Der Angeklagte hat sich dahin eingelassen, er habe die Urkunden nur deshalb mit erdichteten Namen unterzeichnet, weil Frau ██████████ ihn „aus steuerlichen Gründen“ hierum gebeten habe; er habe gar kein Interesse gehabt, einen falschen Namen anzugeben. Aus dieser Einlassung zieht die Strafkammer bei der rechtlichen Würdigung den Schluss, dass er sie aus steuerlichen Gründen, also zur Täuschung der Finanzbehörden (gemeint ist durch die Käufer), angefertigt habe. Im Anschluss daran heißt es im Urteil, selbst wenn man der Einlassung des Angeklagten folge, ändere dies nichts an seiner Täterschaft.
Die Strafkammer hat also die Einlassung des Angeklagten nicht für erwiesen gehalten, sondern nur zu seinen Gunsten unterstellt und dennoch ein Merkmal des Tatbestandes des § 267 StGB aus ihr gefolgert.
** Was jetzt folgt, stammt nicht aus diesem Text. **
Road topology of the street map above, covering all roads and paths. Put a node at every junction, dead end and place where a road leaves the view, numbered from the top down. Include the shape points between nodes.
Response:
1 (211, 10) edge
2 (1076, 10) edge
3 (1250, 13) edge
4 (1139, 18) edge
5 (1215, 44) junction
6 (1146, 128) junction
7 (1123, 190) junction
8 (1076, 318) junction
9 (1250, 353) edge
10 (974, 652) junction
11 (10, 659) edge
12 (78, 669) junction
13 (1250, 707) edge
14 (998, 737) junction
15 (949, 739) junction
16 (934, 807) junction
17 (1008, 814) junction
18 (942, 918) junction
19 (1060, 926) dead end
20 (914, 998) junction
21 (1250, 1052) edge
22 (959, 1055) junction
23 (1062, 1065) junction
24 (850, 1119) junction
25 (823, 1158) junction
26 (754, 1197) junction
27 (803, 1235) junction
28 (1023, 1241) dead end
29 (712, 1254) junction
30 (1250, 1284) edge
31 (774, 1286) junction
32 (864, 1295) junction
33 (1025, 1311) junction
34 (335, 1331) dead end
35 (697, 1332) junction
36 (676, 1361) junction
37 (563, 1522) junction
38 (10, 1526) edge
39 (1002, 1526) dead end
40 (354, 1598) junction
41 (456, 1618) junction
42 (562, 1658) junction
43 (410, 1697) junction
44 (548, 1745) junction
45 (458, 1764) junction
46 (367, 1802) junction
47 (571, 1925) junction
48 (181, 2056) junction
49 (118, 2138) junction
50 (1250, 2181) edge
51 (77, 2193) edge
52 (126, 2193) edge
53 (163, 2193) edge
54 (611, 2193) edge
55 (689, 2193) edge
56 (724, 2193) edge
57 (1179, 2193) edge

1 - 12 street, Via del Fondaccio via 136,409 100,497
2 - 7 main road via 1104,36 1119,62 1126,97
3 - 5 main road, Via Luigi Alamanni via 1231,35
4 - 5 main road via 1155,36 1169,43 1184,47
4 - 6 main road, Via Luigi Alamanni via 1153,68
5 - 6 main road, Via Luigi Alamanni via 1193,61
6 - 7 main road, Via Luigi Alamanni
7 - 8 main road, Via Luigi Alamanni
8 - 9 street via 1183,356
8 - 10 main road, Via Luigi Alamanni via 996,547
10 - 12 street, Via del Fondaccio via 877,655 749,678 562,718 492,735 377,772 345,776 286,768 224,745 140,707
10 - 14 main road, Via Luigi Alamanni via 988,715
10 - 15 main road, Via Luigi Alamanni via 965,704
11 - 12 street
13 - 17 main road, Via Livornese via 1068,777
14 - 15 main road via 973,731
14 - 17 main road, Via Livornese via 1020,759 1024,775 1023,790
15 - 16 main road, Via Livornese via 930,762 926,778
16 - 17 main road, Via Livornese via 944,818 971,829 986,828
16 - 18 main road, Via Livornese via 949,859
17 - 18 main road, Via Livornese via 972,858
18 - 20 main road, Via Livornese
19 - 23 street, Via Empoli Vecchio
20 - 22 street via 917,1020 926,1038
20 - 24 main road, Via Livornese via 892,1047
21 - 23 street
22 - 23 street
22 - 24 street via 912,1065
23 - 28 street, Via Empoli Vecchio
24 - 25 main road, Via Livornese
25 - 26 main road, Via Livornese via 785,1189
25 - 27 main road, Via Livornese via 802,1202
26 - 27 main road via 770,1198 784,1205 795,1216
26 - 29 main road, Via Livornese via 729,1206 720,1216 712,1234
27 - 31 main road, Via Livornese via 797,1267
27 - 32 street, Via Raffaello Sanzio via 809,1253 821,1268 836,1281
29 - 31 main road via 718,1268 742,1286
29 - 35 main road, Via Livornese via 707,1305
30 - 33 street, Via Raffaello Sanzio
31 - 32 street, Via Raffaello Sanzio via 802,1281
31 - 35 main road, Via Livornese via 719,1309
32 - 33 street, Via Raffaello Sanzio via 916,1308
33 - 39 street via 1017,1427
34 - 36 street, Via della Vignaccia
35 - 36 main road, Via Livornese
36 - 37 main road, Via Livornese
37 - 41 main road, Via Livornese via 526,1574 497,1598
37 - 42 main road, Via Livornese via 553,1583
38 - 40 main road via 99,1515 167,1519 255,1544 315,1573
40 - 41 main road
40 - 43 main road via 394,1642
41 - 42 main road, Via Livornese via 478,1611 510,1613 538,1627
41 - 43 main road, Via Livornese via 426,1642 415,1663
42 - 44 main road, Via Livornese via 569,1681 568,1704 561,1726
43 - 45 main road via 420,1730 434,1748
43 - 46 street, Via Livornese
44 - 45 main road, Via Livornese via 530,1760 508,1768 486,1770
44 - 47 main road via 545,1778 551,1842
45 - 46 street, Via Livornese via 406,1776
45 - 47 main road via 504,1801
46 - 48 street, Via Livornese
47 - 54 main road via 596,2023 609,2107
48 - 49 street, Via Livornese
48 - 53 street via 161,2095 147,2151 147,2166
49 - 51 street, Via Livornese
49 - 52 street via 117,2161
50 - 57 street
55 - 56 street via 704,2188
Darin liegt ein sachlicher Mangel des Urteils; denn das Gericht darf einem Angeklagten nachteilige Schlüsse, insbesondere eine Schuldfeststellung, nur auf Umstände stützen, die es für gewiss und nicht nur für möglich hält (RG HRR 1940 Nr. 342). Das Wesen der Beweiswürdigung besteht darin, dass der Richter aus festgestellten Tatsachen richtige Folgerungen zieht (BGH Urt. vom 9. Oktober 1951 – 2 StR 532/51 –).
2. Das Urteil leidet noch an einem weiteren Fehler, auf den die Revision hinweist. Die Strafkammer hat den Angeklagten als Täter verurteilt. Sie begründet dies mit der einzigen Erwägung, die Tat sei ihm „auf Grund seines Tatbeitrags“ als eigene zuzurechnen. Der Tatbeitrag allein entscheidet jedoch nicht. Maßgebend ist vielmehr die Willensrichtung (vgl. BGH Urt. vom 15. Juni 1954 – 5 StR 183/54 –). Die Revision führt eine Reihe von Behauptungen des Angeklagten an, die das Urteil als nicht widerlegt ansieht (z. B. der Angeklagte habe ohne eigenes Interesse und nur aus Gefälligkeit mit falschem Namen gezeichnet). Sie können dafür sprechen, dass der Angeklagte nicht mit Täterwillen gehandelt hat. Diese Umstände hätte die Strafkammer, da sie möglicherweise zugunsten des Angeklagten wirken, bei der Prüfung der Frage berücksichtigen müssen, ob er als Täter oder als Gehilfe anzusehen sei.
In der neuen Verhandlung ist noch zu prüfen, ob dem Angeklagten § 23 StGB zur Seite steht.